Bernstein suggested they join the Holstein Park adult basketball league. He found takers in Steve Lipe, 38, a real estate developer; Trey Rasmussen, 35, an executive with BP/Amoco; Paul Stepan, 35, a commercial real estate lender; Rob Sciachetano, 34, an insurance underwriter; and Mike Hartnett, 34, a sales manager for a plastics company.
Because they needed a little talent to go along with their enthusiasm, Bernstein recruited Mark Roswig, 36, a former tenant, and Joe Backer, 25, another freight broker at his firm. Both had actually played college ball even if, as Backer admits, he was only on the junior varsity at St. Joseph’s in Michigan, a Division III NCAA school.
It did not take long for The Old Fockers to become marked men in the league. In the second game of the season, a rag-tag team of gym rats playing under the name of Dipset beat them by 67 points -- in a 40-minute game. The game became an instantaneous legend, and other teams who played The Old Fockers felt winning by any smaller margin was a defeat.
On this night, Trey Rasmussen was out on the court shooting free throws when Bernstein walked into the gym talking on his cell phone. “Yeah, but he said he’ll be here, right?” Bernstein said. “Okay, say goodnight to her for me. Love you. Be home soon.”
“The hardest part is being sure we’ll have four guys,” Rasmussen said. “We spend all day exchanging emails on who’s coming, but you never know who’s going to show up. And if you can’t get more than four, you have to play the whole game without substitutions.”
At the last minute, Stepan and Backer show up. The game between The Old Fockers and Papa’s Moustache begins. It is a low scoring affair. Neither team is especially interested in ramping up the pace because neither has any reserves.
Somewhere around the middle of the second half, I wander upstairs to the gallery. There is only one other spectator. One of the players waiting for the next game is a man wearing a bright jersey that says POW, who calmly monitors the action (or lack of it.)
I take a seat next to him. Just as I do, Teddy Harris from Papa’s Moustache explodes to the basket with a two-step leap over two startled Old Fockers.
“I don’t think these Old Fockers can hold up,” I say. “They’ll fold, you watch.”
“Yeah, kids these days, they’re all run and gun,” he says. “They’ll wear you down pretty quick. But maybe The Old Fockers will surprise you.”
He introduces himself as James Howard, one of the player/coaches on the POW’s. Howard admits he himself is 50 -- 12 years older than the oldest of The Old Fockers -- and Howard doesn’t even care if he gets to play.

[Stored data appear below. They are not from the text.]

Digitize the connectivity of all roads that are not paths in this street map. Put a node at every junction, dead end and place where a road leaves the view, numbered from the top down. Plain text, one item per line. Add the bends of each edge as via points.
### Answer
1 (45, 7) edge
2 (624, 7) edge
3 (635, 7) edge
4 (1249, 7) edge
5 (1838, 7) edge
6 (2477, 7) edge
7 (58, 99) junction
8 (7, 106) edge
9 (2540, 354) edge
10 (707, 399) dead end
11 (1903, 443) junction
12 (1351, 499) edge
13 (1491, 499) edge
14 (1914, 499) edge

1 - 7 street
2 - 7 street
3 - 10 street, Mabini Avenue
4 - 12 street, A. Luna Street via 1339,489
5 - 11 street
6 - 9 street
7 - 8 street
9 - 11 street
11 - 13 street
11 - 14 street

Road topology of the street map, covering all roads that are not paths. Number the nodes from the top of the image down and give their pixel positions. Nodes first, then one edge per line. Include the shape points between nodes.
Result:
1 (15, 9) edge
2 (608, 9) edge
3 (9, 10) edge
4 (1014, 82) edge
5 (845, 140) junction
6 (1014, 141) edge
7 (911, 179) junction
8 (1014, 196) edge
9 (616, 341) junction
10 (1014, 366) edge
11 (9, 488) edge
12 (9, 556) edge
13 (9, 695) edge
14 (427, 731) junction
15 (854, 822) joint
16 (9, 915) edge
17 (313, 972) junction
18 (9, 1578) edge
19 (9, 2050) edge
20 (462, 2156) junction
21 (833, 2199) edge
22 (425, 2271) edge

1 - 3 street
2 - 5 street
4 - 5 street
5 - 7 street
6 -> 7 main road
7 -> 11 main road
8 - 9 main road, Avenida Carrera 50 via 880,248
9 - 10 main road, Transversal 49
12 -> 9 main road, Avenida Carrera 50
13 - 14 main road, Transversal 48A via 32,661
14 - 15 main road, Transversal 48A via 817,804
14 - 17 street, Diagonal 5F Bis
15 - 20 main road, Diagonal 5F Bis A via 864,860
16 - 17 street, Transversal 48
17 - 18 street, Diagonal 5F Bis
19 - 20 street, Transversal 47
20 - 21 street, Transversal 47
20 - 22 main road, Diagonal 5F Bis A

He just enjoys coming to the gym to watch the action. So we go back to watching, but now I am curious why he plays on a team called The POW’s.
“You don’t recognize me, do you?” he smiles. I look at him again but draw a complete blank.
“I’m your mailman. We call ourselves The POW’s because we are your Post Office Workers. Get it?"
James and I watch The Old Fockers and Papa’s Moustache duke it out right down to the last minute. With 40 seconds left to play, the score is 54-49. The Old Fockers are ahead by 6 points.
The referee whistles a foul, and two free throws later Papa’s Moustache narrows the gap to 54-51. They steal the ball and score again. It’s now a one point game, but the Old Fockers are still ahead 57-56. With nine seconds to play, they can taste their first victory.
After a hard day at the office, fighting traffic on the Kennedy to make the game, changing with no time for warm-ups, saying goodnight to their 3-year-olds on a cell phone, and forced to play 40 minutes with no substitutes, they are nine seconds away from victory.
But not tonight. Papa’s Moustache steals the inbound pass and Harris drives the length of the court to hit a deuce at the buzzer.
The game ends Papa’s Moustache 58, Old Fockers 57.